# Toronto Area Cabinet Maker



## Loafer (Jan 7, 2004)

Morning!

My wife and I are looking for a cabinet maker in the local area to make and install a small cuilt in cabinet in our living room. We're having a really hard time to find someone who we trust and at a reasonable price.

If anyone could offer some recommendations it would be greatly appreciated.

I have been toying with the idea of trying it myself but I'm finding it hard to find the time.


----------



## Max (Sep 26, 2002)

That's the problem... a smallish job like that is something contractors avoid because it's often more trouble than it's worth, or (not suggesting this is the case in your instance) the people who want the work done underestimate how much work it really is. In any case, I find many contractors tend to pump up the estimate so that you either turn them down (in which case they are spared an annoying little job where they make no money) or you get them to make the thing despite how dear it was to do so. Sometimes you get someone who's a real solid woodworker but then aren't at all good at finishing touches. We've dealt with all sorts in our own house that way. You soon find out that the word "custom" does not often get pared up with "cheap..." or "fast," for that matter.

We have a friend whose entire Riverdale kitchen was redone chiefly by some whiz-bang cabinetmaker fellow but it certainly was not cheap - although the workmanship was impeccable and it certainly sounds like your job would barely faze this guy. But your imagined price for completing this task may be far less than what this guy would estimate on. I can try and dig up a contact for you if you want.


----------



## MacDoc (Nov 3, 2001)

Try George Giourgis 647-333-6244 Fineline Woodworking

One of my client for Macs not sure what level of task he will undertake but he may know someone. It's a start.


----------



## kps (May 4, 2003)

It may not be as difficult as you think.

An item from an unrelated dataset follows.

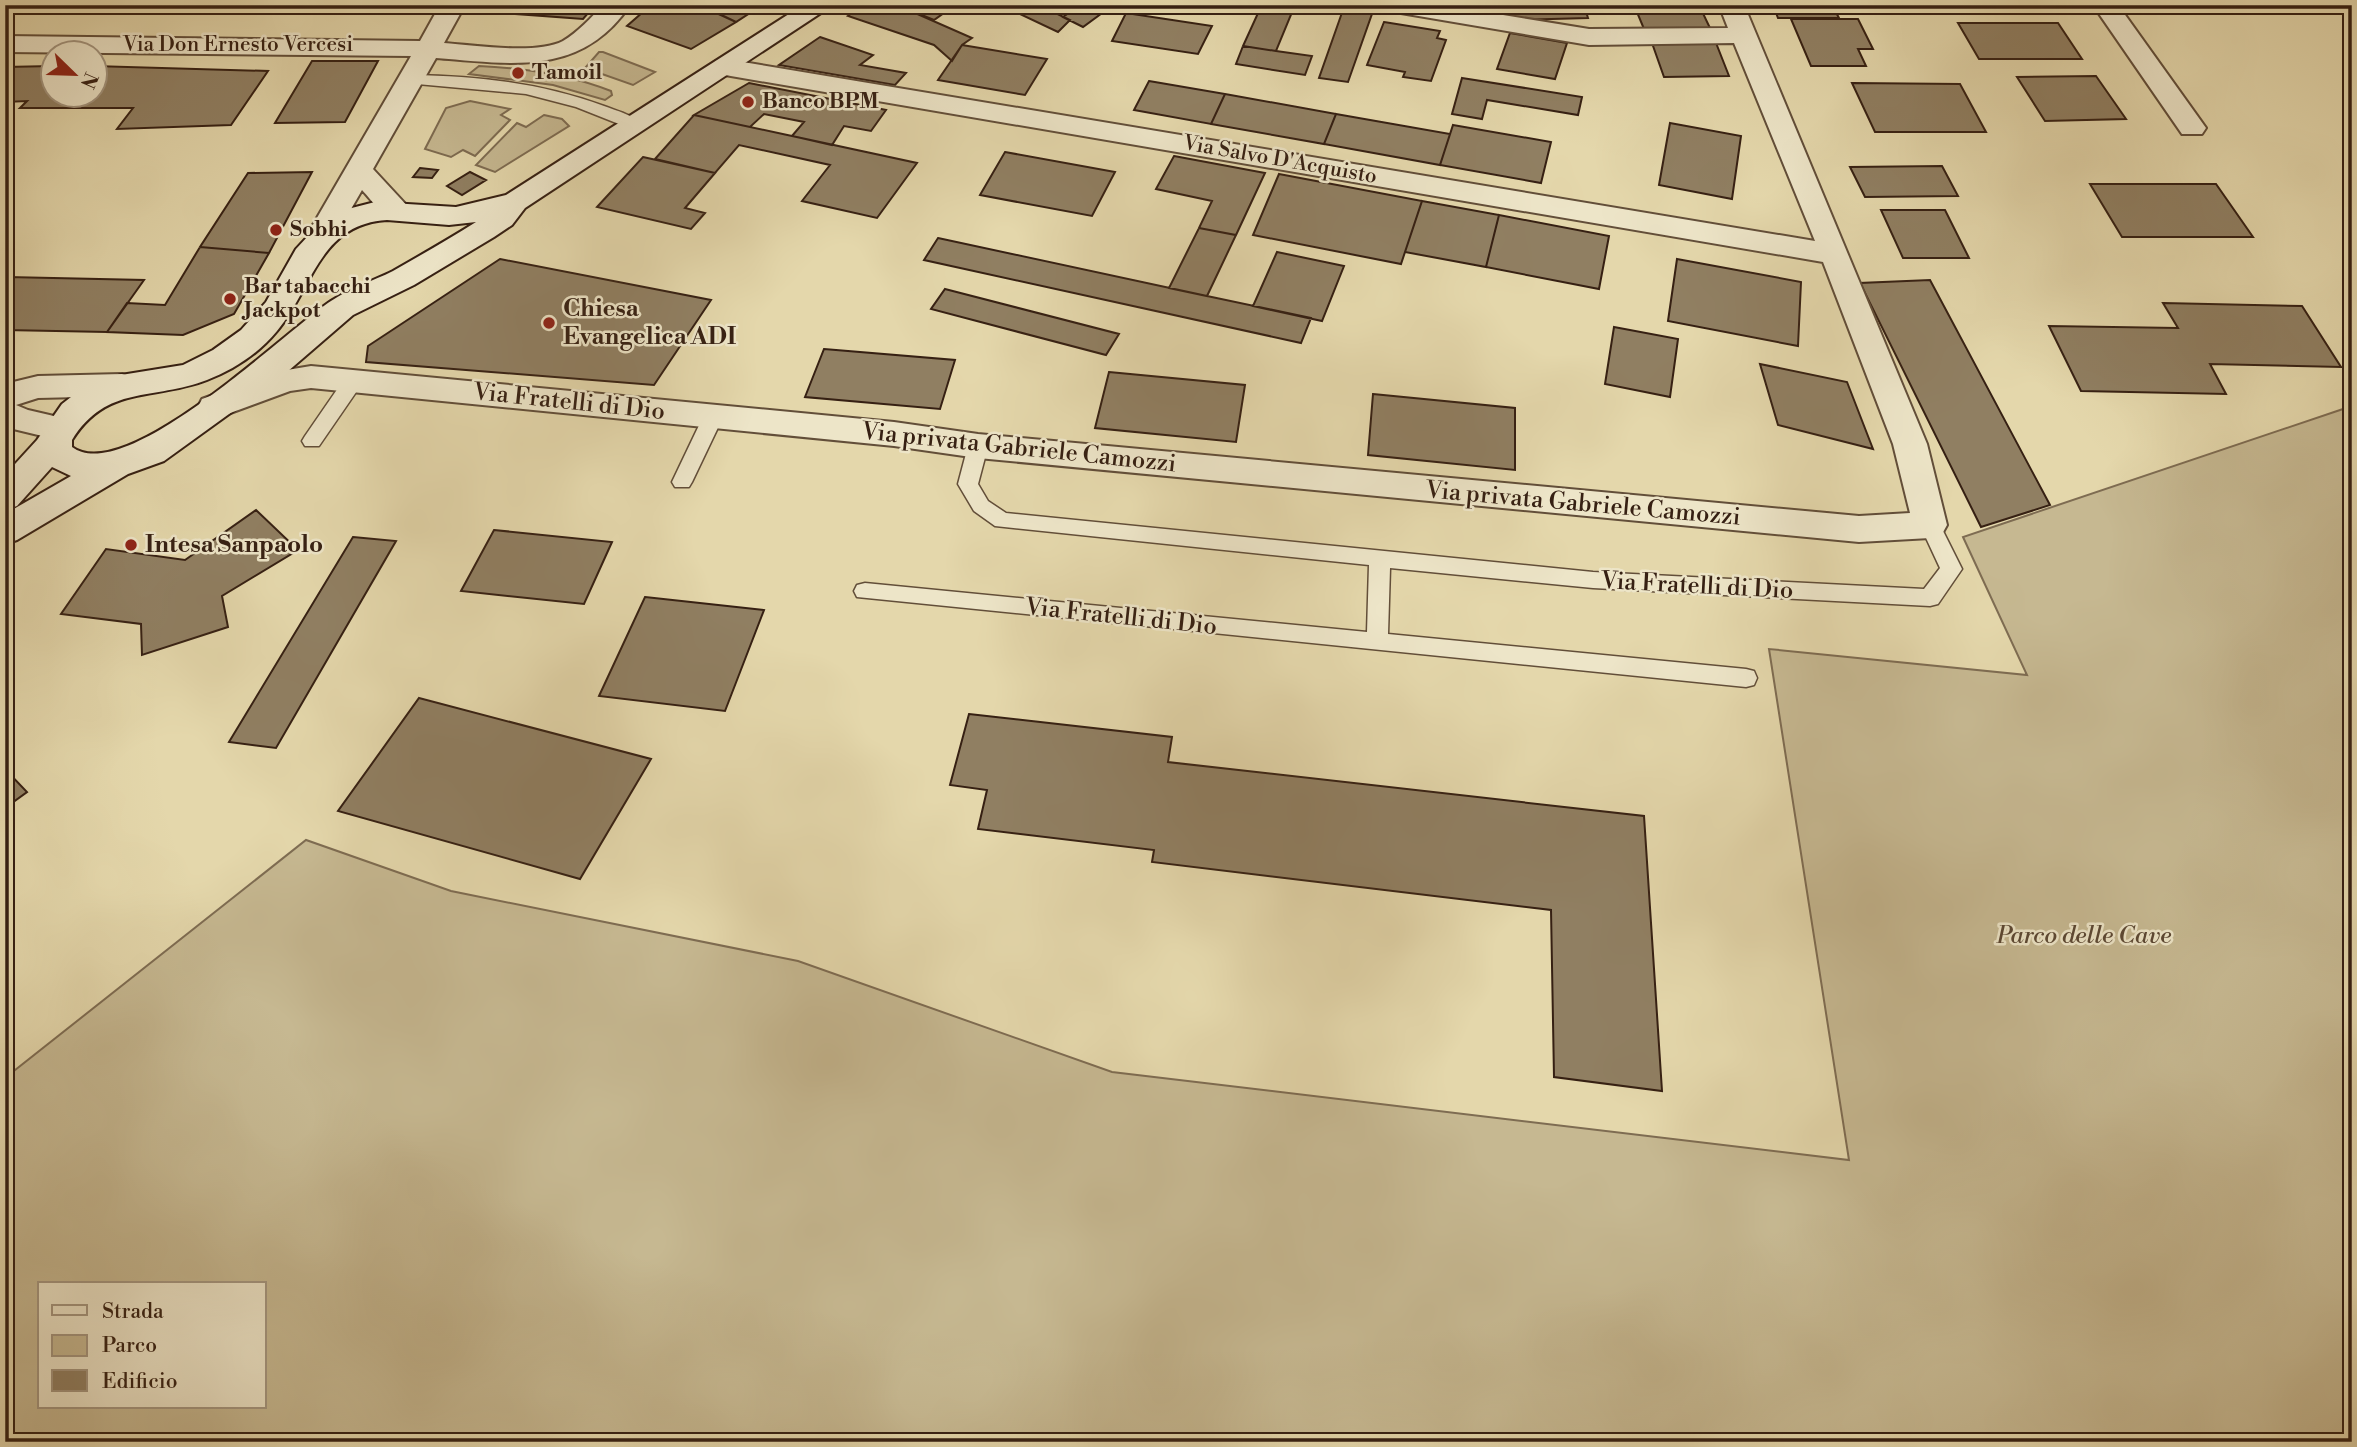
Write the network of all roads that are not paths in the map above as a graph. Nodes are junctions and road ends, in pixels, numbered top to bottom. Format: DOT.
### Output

I know time is at a premium, but you could do a decent job with "assemble your-self" cabinets from HomeDepot or Rona. They do come in all sorts of sizes and, given some skill, can be modified and cut to fit precisely.

Something like this:








**
http://www.millspride.com/whatsnew/weekendproj.cfm
**


----------



## Loafer (Jan 7, 2004)

that would be great. We also live in Riverdale...


----------



## LaurieR (Feb 9, 2006)

Hey! Let me know if you want me to ask around at work - I think there are several cabinet makers here...


----------



## CanadaRAM (Jul 24, 2005)

*...install a small guilt in cabinet*

That would be for the skeletons you want to keep in the closet, then?


----------



## MACSPECTRUM (Oct 31, 2002)

kps said:


> It may not be as difficult as you think. I know time is at a premium, but you could do a decent job with "assemble your-self" cabinets from HomeDepot or Rona. They do come in all sorts of sizes and, given some skill, can be modified and cut to fit precisely.
> 
> Something like this:
> 
> ...



i just bought kitchen cabinets and ended up buying from IKEA
went to home depot and rona and IKEA provided far more choices for less money
they have great staff on site to even "design" a kitchen, answer questions, no appt. necessary but avoid fridays


----------



## mrjimmy (Nov 8, 2003)

There's the guy/ shop on Queen East between Carlaw and Logan on the north side. The sign says custom cabinets and he's local.


----------



## kps (May 4, 2003)

MACSPECTRUM said:


> i just bought kitchen cabinets and ended up buying from IKEA
> went to home depot and rona and IKEA provided far more choices for less money
> they have great staff on site to even "design" a kitchen, answer questions, no appt. necessary but avoid fridays


I bought two...yeah, two kitchens (one project) from IKEA about 10 month ago and their staff are idiots, their selection of sizes is pathetic compared to other manufacturers and the metric sizes can be a nightmare with older structures and 3rd party products made with Imperial measurments. Their counter tops suck and are overpriced and I went with a custom installer. 

Having said that, the quality isn't the best, but they look good and the price is right....

Macspec, who's doing the installation, IKEA or your contractor?


----------



## MACSPECTRUM (Oct 31, 2002)

kps said:


> I bought two...yeah, two kitchens (one project) from IKEA about 10 month ago and their staff are idiots, their selection of sizes is pathetic compared to other manufacturers and the metric sizes can be a nightmare with older structures and 3rd party products made with Imperial measurments. Their counter tops suck and are overpriced and I went with a custom installer.
> 
> Having said that, the quality isn't the best, but they look good and the price is right....
> 
> Macspec, who's doing the installation, IKEA or your contractor?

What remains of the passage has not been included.